In an open letter to Congress published on June 14, Human Rights Watch, the ACLU, the NAACP, and over a dozen other organizations expressed opposition to the bill, arguing that it would disproportionately punish drug users rather than manufacturers or distributors. “The legislation attempts to address the very real problem of synthetic opioid overdoses in the United States, but we believe that its methods are misguided,” the letter reads. “Instead of punishing people who use drugs and low-level dealers, legislation should focus on expanding treatment opportunities and targeting the international drug trade.”

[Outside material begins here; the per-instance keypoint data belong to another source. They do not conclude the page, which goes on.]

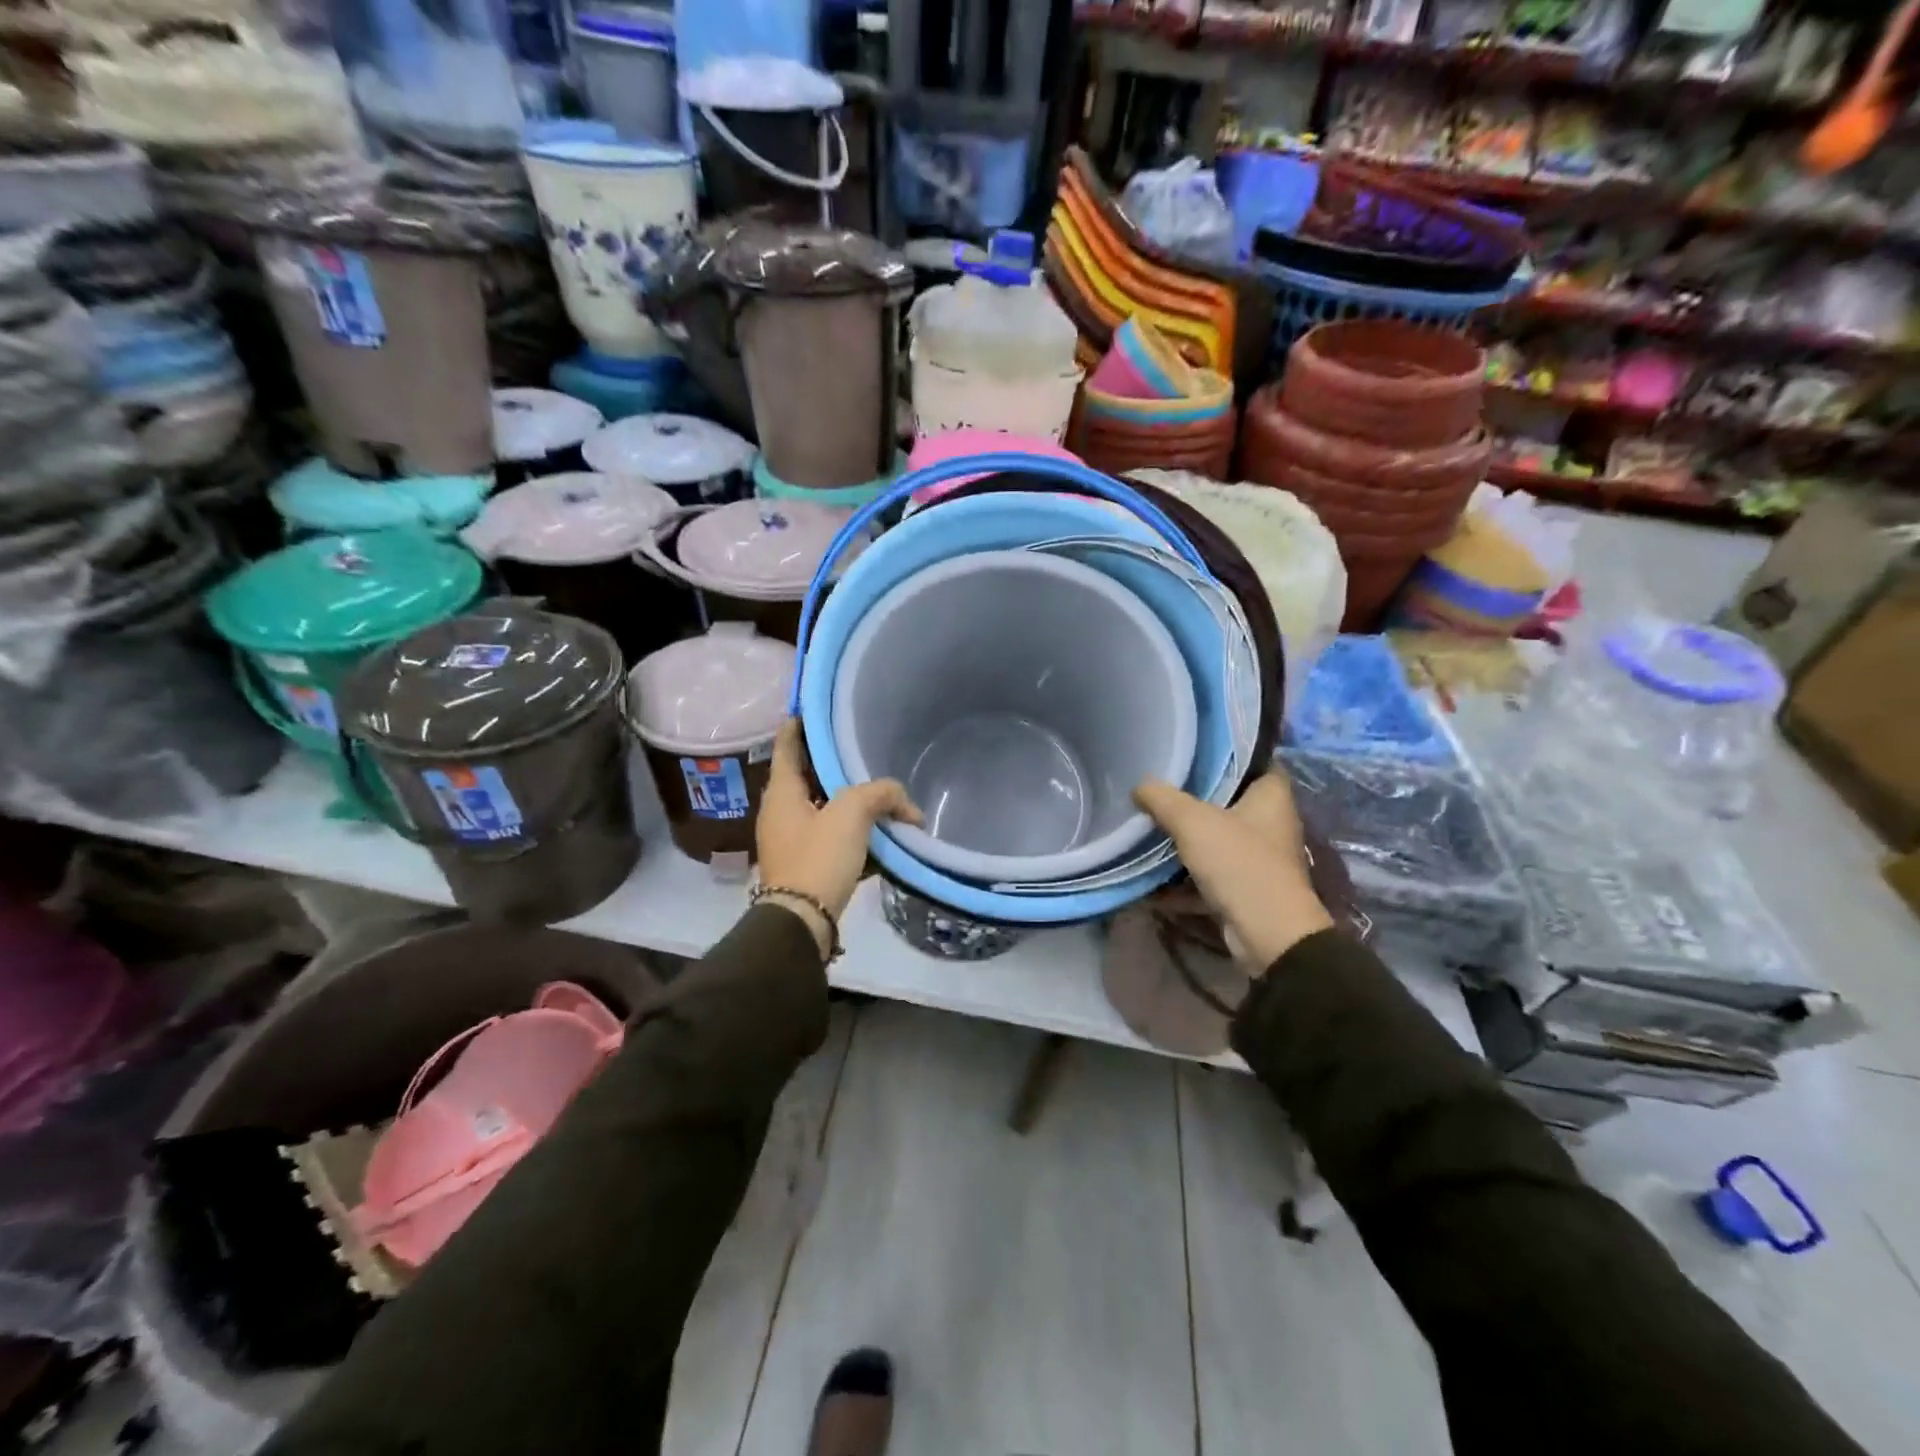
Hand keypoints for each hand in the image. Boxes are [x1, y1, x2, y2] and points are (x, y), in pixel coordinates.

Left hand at [756, 721, 921, 954]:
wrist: (802, 921)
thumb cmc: (818, 857)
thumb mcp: (852, 814)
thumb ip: (880, 794)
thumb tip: (905, 804)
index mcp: (782, 792)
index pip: (788, 745)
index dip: (799, 724)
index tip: (812, 706)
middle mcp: (780, 811)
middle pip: (808, 776)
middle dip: (832, 763)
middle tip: (859, 747)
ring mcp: (790, 839)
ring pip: (822, 807)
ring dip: (847, 799)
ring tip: (877, 789)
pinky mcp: (805, 863)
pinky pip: (830, 835)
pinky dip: (851, 829)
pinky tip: (877, 831)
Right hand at [1134, 771, 1333, 971]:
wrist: (1268, 935)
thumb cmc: (1239, 863)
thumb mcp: (1192, 821)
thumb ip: (1162, 798)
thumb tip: (1140, 785)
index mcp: (1272, 797)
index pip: (1253, 761)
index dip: (1225, 754)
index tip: (1191, 751)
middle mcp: (1271, 824)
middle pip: (1228, 802)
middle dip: (1193, 799)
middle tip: (1157, 788)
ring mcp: (1259, 860)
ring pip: (1216, 841)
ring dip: (1184, 842)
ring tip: (1147, 830)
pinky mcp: (1246, 891)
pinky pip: (1209, 878)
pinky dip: (1183, 882)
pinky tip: (1151, 885)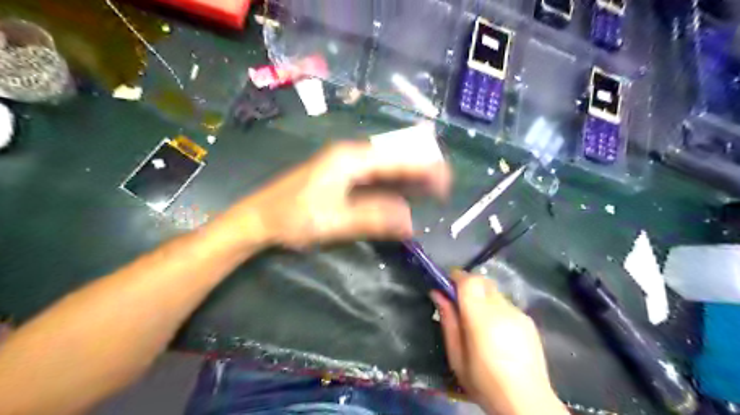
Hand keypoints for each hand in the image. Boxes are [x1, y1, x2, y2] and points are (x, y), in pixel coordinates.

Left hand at [243, 140, 450, 248]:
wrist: (259, 219)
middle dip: (420, 171)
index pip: (396, 159)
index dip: (424, 168)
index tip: (446, 180)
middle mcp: (350, 156)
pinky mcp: (340, 176)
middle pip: (393, 158)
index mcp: (350, 159)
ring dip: (407, 178)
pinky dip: (391, 185)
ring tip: (430, 190)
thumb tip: (410, 221)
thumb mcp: (334, 221)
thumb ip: (373, 219)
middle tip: (442, 187)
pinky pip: (373, 176)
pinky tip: (402, 194)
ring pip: (384, 167)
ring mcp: (344, 165)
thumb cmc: (293, 218)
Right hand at [428, 270, 567, 412]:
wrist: (526, 402)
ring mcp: (518, 313)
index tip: (446, 285)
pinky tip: (496, 332)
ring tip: (478, 322)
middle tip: (459, 303)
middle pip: (483, 282)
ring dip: (482, 298)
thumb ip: (448, 321)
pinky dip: (496, 309)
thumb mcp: (456, 356)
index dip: (456, 277)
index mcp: (481, 318)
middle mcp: (502, 309)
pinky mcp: (528, 321)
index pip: (469, 281)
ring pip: (495, 293)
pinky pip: (506, 305)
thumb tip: (437, 294)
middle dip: (468, 285)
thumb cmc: (484, 382)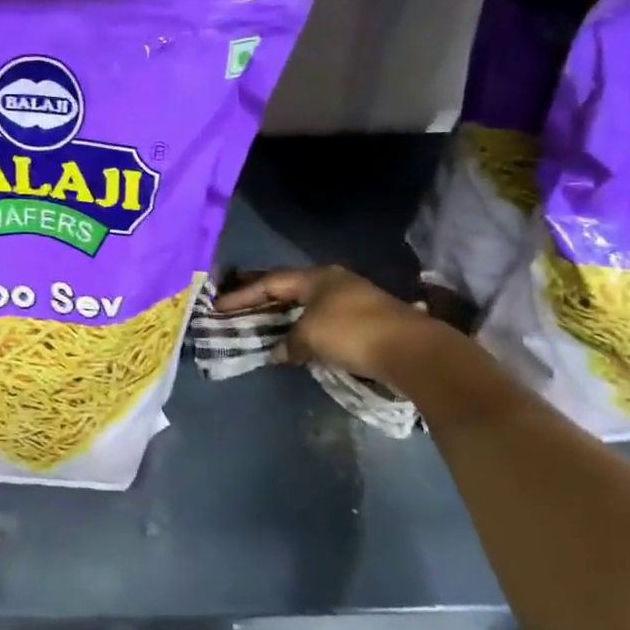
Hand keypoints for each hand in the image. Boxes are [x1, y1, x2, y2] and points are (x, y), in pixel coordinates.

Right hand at [214, 266, 443, 383]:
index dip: (242, 295)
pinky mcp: (363, 320)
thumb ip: (287, 343)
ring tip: (258, 326)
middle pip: (287, 289)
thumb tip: (277, 352)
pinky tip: (292, 340)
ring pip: (305, 305)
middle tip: (234, 310)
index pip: (270, 282)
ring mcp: (350, 299)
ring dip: (281, 316)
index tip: (218, 306)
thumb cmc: (352, 333)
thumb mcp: (310, 336)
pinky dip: (301, 328)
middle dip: (260, 300)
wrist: (411, 350)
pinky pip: (319, 320)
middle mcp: (332, 282)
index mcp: (316, 277)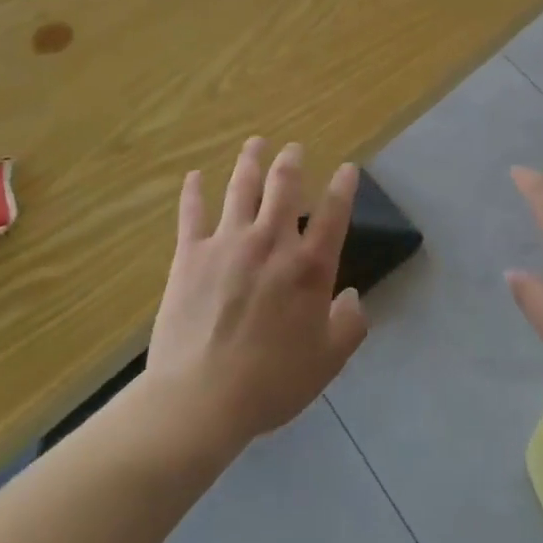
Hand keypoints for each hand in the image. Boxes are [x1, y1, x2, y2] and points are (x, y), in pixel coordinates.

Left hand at [149, 138, 367, 447]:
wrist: (200, 399)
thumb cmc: (271, 382)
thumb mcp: (327, 361)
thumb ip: (349, 324)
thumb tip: (352, 296)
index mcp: (308, 266)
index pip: (334, 213)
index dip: (344, 186)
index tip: (348, 168)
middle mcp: (271, 242)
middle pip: (284, 186)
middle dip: (292, 161)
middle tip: (294, 148)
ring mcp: (228, 243)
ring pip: (242, 188)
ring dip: (250, 161)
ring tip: (255, 143)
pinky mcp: (191, 255)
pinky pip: (192, 214)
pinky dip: (193, 192)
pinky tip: (194, 176)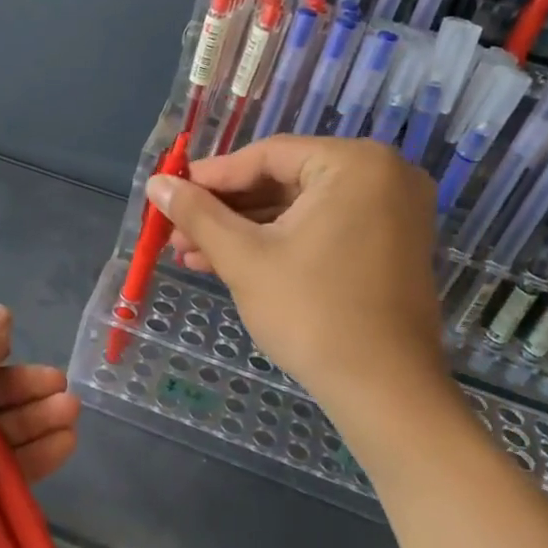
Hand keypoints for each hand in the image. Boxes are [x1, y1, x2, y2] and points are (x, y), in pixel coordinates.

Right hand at [150, 135, 450, 414]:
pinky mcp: (387, 245)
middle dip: (224, 211)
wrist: (384, 390)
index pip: (266, 156)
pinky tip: (228, 263)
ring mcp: (391, 212)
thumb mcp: (244, 257)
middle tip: (176, 230)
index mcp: (355, 164)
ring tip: (192, 254)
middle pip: (282, 181)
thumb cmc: (312, 313)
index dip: (211, 177)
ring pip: (298, 209)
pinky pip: (321, 229)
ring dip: (244, 231)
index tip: (168, 194)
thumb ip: (197, 213)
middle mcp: (382, 175)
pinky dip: (278, 244)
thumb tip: (156, 183)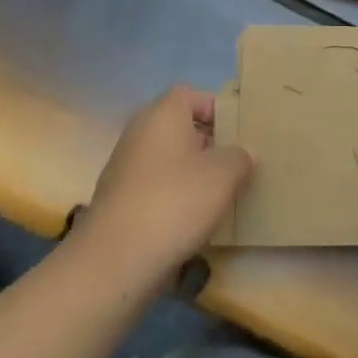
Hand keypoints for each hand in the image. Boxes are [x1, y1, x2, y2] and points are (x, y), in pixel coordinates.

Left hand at [79, 85, 252, 282]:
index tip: (239, 134)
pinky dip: (172, 197)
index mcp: (163, 113)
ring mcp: (124, 167)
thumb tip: (242, 154)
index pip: (193, 96)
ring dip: (191, 173)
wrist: (114, 261)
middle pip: (180, 128)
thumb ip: (240, 157)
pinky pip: (154, 187)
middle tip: (235, 164)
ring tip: (218, 196)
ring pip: (167, 160)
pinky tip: (190, 221)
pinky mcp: (117, 201)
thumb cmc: (175, 202)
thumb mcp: (225, 175)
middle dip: (208, 144)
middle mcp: (139, 132)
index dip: (217, 110)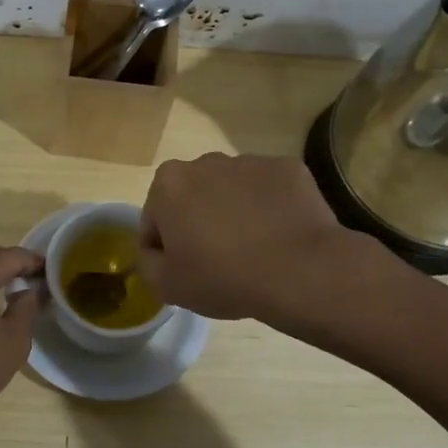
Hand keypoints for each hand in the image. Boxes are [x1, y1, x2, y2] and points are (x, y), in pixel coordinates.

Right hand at [138, 154, 367, 321]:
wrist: (300, 270)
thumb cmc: (223, 277)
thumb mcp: (167, 286)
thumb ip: (147, 263)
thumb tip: (155, 252)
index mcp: (169, 184)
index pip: (154, 219)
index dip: (165, 248)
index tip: (184, 270)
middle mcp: (205, 162)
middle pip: (193, 196)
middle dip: (199, 221)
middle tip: (218, 260)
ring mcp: (250, 161)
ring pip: (231, 190)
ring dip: (234, 212)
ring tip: (254, 250)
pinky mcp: (287, 168)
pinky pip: (269, 190)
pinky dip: (270, 209)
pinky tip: (279, 237)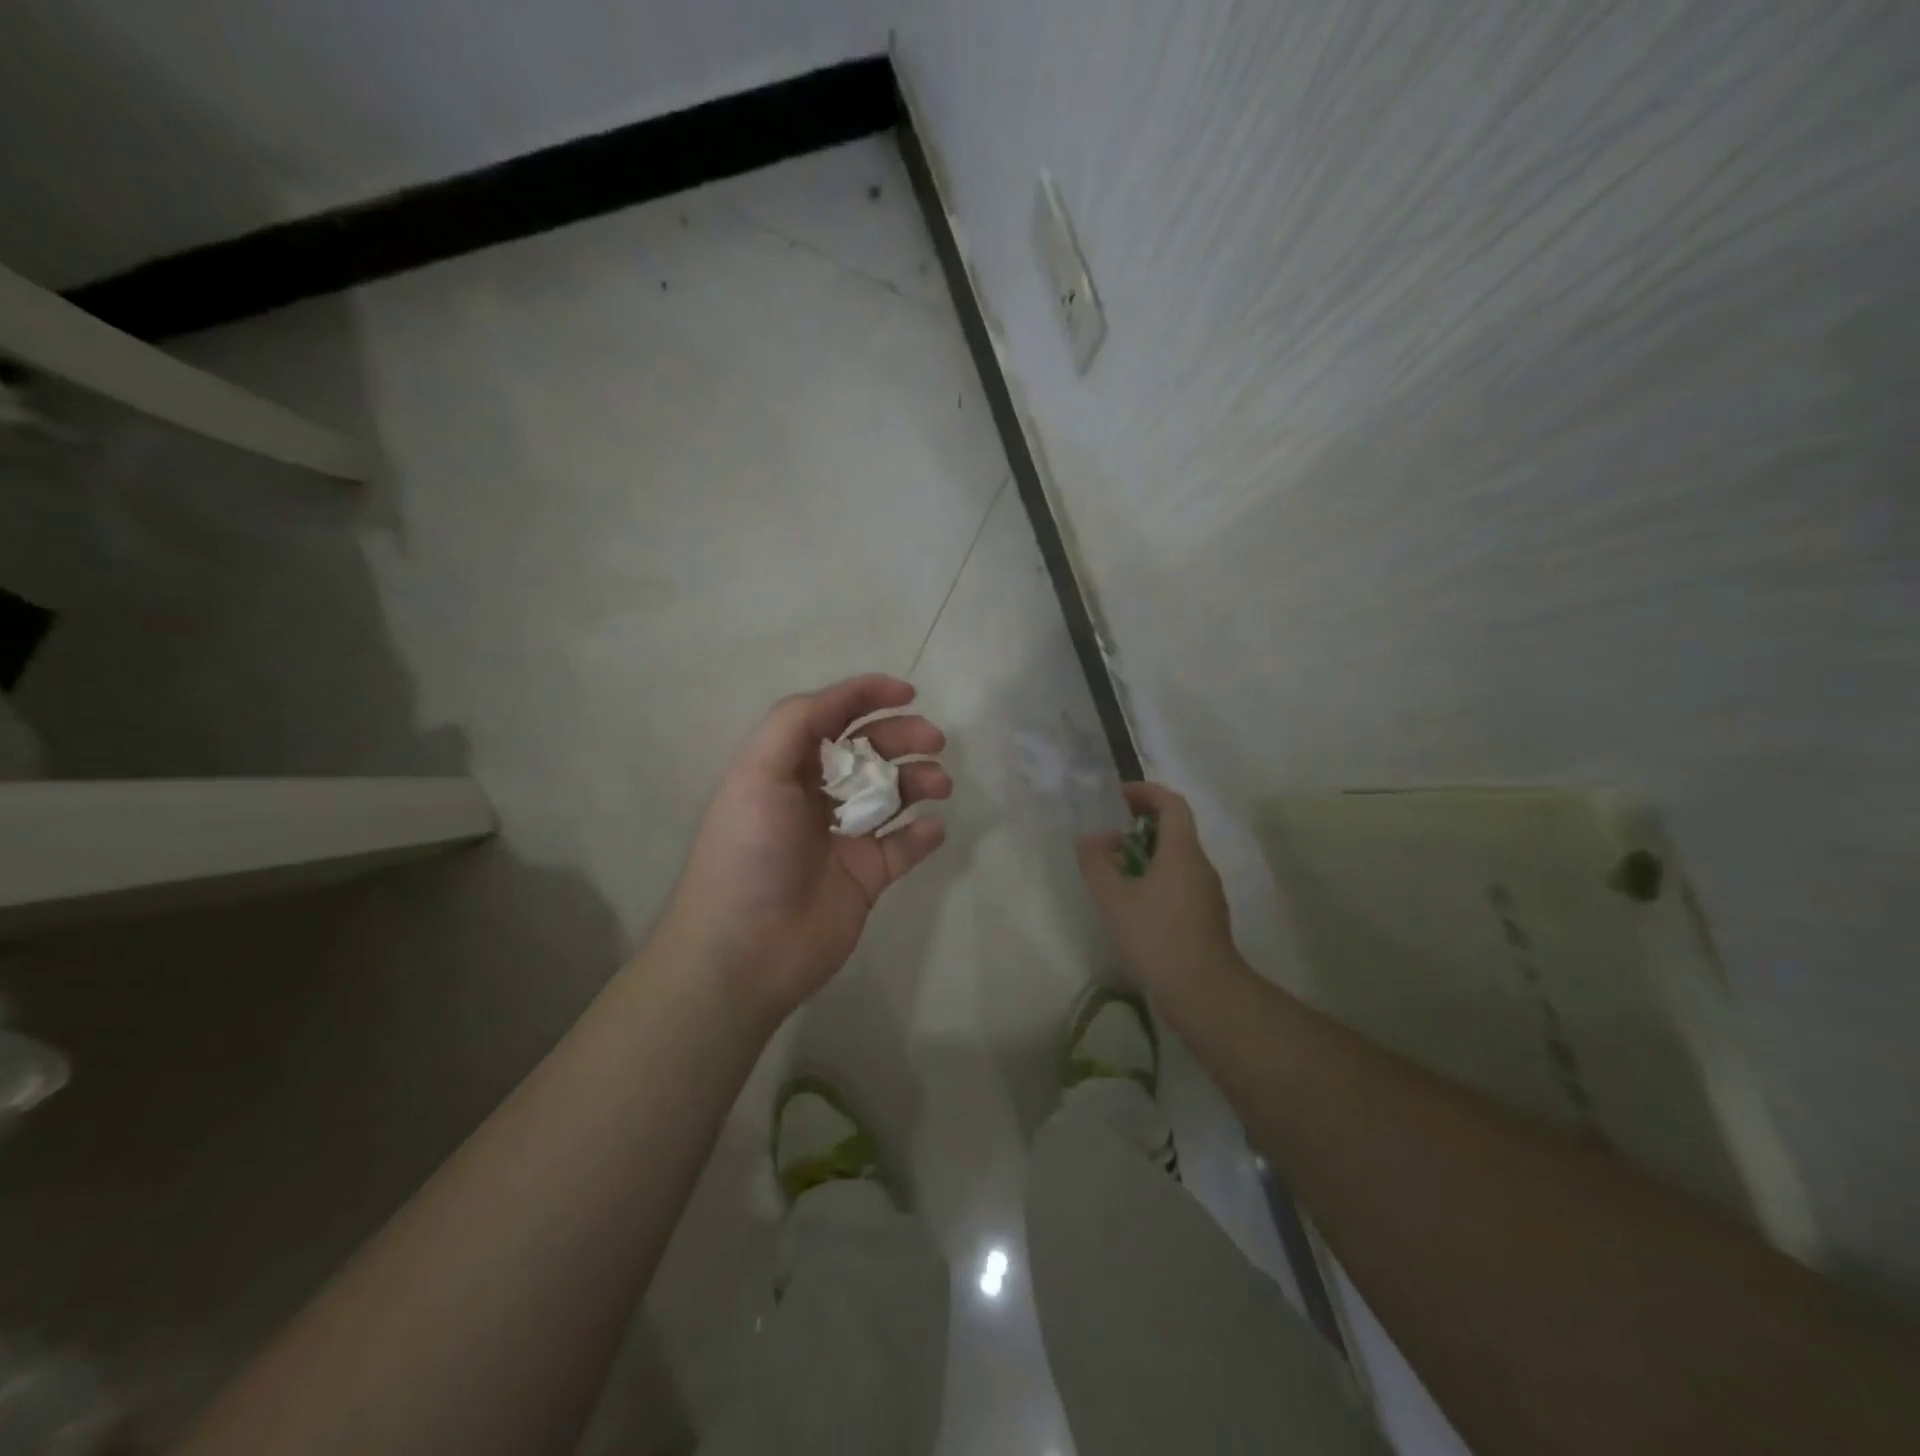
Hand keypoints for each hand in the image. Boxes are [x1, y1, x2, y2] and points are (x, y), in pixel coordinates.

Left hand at [661, 674, 950, 1024]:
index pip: (830, 717)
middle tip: (935, 741)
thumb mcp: (757, 774)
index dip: (866, 696)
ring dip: (918, 780)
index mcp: (785, 768)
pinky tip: (931, 829)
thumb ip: (795, 724)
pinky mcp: (865, 878)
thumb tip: (843, 700)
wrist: (745, 951)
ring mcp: (843, 838)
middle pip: (868, 752)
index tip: (908, 693)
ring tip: (939, 784)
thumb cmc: (749, 853)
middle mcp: (815, 797)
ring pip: (892, 795)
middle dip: (902, 736)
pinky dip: (922, 834)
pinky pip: (903, 848)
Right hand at [1078, 781, 1241, 995]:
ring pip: (1177, 856)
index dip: (1146, 792)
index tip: (1118, 796)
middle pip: (1175, 828)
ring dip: (1147, 851)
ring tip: (1115, 866)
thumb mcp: (1115, 899)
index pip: (1172, 803)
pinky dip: (1156, 875)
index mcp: (1182, 851)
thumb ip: (1097, 863)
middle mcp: (1200, 864)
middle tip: (1110, 832)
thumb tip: (1091, 838)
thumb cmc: (1157, 937)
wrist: (1204, 991)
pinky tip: (1133, 899)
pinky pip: (1180, 880)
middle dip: (1141, 822)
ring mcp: (1206, 891)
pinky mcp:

Additionally, the SITSA Act includes language outlining criminal penalties (fines and prison time) rather than treatment or rehabilitation. So, while the prime motivation behind the SITSA Act may be public health, it could do more harm than good by further criminalizing drug addiction instead of helping expand treatment resources for people who need them.

And as far as kratom goes, if the rules of the SITSA Act eventually make it illegal, then researchers will have a much harder time investigating whether it could actually be a safer alternative to opioids.